- _WORK TO BE COMPLETED_
In the records that follow, locate every line with "Avenida" and extract it.

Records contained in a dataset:
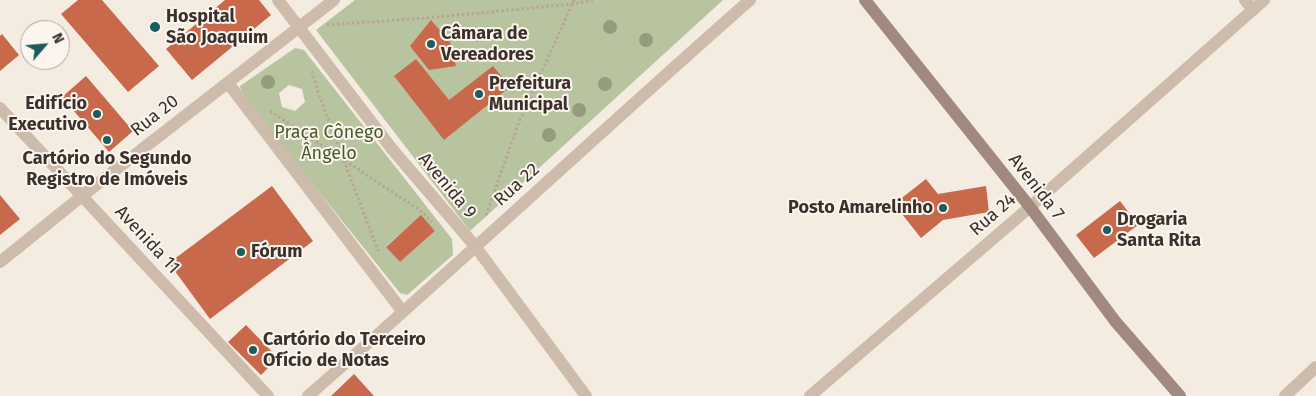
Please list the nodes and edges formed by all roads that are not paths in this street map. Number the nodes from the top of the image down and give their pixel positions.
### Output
1 (278, 0) edge
2 (334, 0) edge
3 (750, 0) edge
4 (865, 0) edge
5 (1264, 0) edge
6 (1249, 5) edge
7 (299, 27) junction
8 (228, 83) junction
9 (0, 108) edge
10 (82, 196) junction
11 (1030, 207) junction
12 (476, 246) junction
13 (0, 262) edge
14 (403, 312) junction
15 (1315, 370) edge
16 (268, 396) edge
17 (308, 396) edge
18 (586, 396) edge
19 (810, 396) edge
20 (1180, 396) edge
21 (1284, 396) edge

1 - 7 street, Avenida 9
2 - 7 street, Rua 20
3 - 12 street, Rua 22
4 - 11 main road, Avenida 7
5 - 6 street, Rua 24
6 - 11 street, Rua 24
7 - 8 street, Rua 20
7 - 12 street, Avenida 9
8 - 10 street, Rua 20
8 - 14 street
9 - 10 street, Avenida 11
10 - 13 street, Rua 20
10 - 16 street, Avenida 11
11 - 19 street, Rua 24
11 - 20 main road, Avenida 7
12 - 14 street, Rua 22
12 - 18 street, Avenida 9
14 - 17 street, Rua 22
15 - 21 street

- _THE ANSWER_
1 - 7 street, Avenida 9
4 - 11 main road, Avenida 7
7 - 12 street, Avenida 9
9 - 10 street, Avenida 11
10 - 16 street, Avenida 11
11 - 20 main road, Avenida 7
12 - 18 street, Avenida 9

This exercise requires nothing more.